B. The parties hereto wish to amend the Series Supplement as set forth in this Amendment.
Agreement
1. Amendment of the Series Supplement. Section 2 of the Series Supplement is hereby amended as follows:
(a) the definition of “Class A Pro Rata Percentage” is modified by replacing “72.50%” where it appears therein with “70.50%”; and
(b) the definition of “Class C Pro Rata Percentage” is modified by replacing “10.00%” where it appears therein with “12.00%”.
2. Incremental Funding. For the avoidance of doubt, the increase in the Class C Pro Rata Percentage pursuant to Section 1(b) constitutes an Incremental Funding and, accordingly, the date hereof is a Reset Date under the Series Supplement.
3. Binding Effect; Ratification. (a) This Amendment shall become effective, as of the date first set forth above, when counterparts hereof shall have been executed and delivered by the parties hereto, and thereafter shall be binding on the parties hereto and their respective successors and assigns.
Amendment to
Series 2009 VFC1 Series Supplement
(b) On and after the execution and delivery hereof, this Amendment shall be a part of the Series Supplement and each reference in the Series Supplement to “this Series Supplement” or “hereof”, “hereunder” or words of like import, and each reference in any other Transaction Document to the Series Supplement shall mean and be a reference to such Series Supplement as amended hereby.
(c) Except as expressly amended hereby, the Series Supplement shall remain in full force and effect and is hereby ratified and confirmed by the parties hereto.
4. Miscellaneous. (a) THIS AMENDMENT SHALL BE GOVERNED BY, AND CONSTRUED IN ACCORDANCE WITH, THE LAWS OF THE STATE OF NEW YORK, WITHOUT REFERENCE TO ITS CONFLICT OF LAW PROVISIONS.
(b) Headings used herein are for convenience of reference only and shall not affect the meaning of this Amendment.
(c) This Amendment may be executed in any number of counterparts, and by the parties hereto on separate counterparts, each of which shall be an original and all of which taken together shall constitute one and the same agreement.

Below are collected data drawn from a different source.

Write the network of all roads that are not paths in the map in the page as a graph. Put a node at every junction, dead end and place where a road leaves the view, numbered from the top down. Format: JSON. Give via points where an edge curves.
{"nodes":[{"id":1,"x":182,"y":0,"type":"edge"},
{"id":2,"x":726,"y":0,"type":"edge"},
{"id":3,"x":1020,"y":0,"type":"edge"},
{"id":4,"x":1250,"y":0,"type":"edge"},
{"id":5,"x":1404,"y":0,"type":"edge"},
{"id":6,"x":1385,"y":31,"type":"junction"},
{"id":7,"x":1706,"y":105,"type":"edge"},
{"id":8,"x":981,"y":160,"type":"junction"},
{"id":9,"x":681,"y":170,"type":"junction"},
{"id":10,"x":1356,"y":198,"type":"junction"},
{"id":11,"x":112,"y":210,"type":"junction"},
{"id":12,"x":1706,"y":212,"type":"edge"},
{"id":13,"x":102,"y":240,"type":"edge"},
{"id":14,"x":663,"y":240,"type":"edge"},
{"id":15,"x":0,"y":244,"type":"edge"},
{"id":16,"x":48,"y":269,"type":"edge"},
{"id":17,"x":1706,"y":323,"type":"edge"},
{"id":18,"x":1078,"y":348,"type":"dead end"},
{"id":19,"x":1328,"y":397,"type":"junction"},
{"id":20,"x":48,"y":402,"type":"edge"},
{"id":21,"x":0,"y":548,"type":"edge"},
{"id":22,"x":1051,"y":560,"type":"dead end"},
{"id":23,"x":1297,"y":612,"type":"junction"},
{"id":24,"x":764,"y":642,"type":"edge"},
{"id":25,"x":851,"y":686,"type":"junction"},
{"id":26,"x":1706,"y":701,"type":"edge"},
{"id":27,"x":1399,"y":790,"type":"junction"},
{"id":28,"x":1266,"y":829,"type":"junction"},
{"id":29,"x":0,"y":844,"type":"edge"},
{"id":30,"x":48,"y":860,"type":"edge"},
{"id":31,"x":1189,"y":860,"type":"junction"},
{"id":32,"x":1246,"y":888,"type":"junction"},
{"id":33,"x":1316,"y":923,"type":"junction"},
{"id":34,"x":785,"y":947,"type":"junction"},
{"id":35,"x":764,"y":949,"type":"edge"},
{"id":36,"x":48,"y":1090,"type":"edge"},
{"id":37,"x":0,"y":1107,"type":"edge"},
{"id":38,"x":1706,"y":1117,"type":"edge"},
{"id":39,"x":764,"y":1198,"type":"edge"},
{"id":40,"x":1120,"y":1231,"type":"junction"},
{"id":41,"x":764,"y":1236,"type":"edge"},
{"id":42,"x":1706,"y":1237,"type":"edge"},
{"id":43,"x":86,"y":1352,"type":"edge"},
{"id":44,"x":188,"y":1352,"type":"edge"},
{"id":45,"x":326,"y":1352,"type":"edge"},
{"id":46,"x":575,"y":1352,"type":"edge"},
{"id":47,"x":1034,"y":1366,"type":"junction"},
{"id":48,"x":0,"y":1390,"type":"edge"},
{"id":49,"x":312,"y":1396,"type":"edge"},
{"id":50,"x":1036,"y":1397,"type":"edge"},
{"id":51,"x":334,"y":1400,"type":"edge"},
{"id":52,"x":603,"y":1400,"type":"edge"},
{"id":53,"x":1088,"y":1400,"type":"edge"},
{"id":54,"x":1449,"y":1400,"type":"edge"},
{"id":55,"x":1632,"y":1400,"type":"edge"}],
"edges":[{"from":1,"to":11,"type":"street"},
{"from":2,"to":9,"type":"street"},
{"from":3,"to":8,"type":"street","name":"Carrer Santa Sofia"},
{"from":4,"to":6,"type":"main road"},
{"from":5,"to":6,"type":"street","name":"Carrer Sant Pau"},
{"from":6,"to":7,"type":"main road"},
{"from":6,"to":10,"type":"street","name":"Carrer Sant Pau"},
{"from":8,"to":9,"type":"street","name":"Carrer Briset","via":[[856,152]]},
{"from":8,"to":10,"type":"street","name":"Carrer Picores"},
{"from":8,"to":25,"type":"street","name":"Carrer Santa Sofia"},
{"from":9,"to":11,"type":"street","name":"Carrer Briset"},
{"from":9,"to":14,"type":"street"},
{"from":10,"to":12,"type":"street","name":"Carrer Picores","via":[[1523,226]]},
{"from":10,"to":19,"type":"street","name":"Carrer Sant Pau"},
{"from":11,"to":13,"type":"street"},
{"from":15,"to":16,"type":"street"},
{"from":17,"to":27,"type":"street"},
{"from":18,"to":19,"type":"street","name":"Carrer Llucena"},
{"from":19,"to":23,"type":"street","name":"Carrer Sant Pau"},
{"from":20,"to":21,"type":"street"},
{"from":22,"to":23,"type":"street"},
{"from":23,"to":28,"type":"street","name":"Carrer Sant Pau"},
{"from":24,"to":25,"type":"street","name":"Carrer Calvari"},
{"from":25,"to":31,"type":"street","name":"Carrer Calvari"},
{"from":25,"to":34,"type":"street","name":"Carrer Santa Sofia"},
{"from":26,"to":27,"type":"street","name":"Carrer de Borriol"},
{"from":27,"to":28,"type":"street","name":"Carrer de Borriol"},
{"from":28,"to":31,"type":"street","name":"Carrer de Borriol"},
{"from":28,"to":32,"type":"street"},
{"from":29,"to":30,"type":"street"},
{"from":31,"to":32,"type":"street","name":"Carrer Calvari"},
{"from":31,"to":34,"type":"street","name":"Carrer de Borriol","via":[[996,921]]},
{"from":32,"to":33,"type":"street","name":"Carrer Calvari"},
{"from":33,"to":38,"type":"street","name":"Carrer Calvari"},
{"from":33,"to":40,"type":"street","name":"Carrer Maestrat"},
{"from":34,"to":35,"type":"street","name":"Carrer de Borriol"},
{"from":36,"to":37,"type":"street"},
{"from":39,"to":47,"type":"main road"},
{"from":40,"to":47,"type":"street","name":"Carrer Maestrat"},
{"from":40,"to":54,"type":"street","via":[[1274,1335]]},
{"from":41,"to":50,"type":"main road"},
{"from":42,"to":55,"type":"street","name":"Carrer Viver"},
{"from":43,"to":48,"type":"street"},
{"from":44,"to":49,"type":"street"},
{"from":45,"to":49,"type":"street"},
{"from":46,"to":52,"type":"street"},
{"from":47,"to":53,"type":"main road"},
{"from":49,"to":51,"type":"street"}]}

Counterparts of this Amendment may be delivered by facsimile or electronic transmission.
(d) The Trustee shall not be responsible for the validity or sufficiency of this Amendment, nor for the recitals contained herein.
[Signature Pages Follow]
2
Amendment to
Series 2009 VFC1 Series Supplement
IN WITNESS WHEREOF, the parties have caused this Amendment to be executed by their respective officers thereunto duly authorized, as of the date first above written.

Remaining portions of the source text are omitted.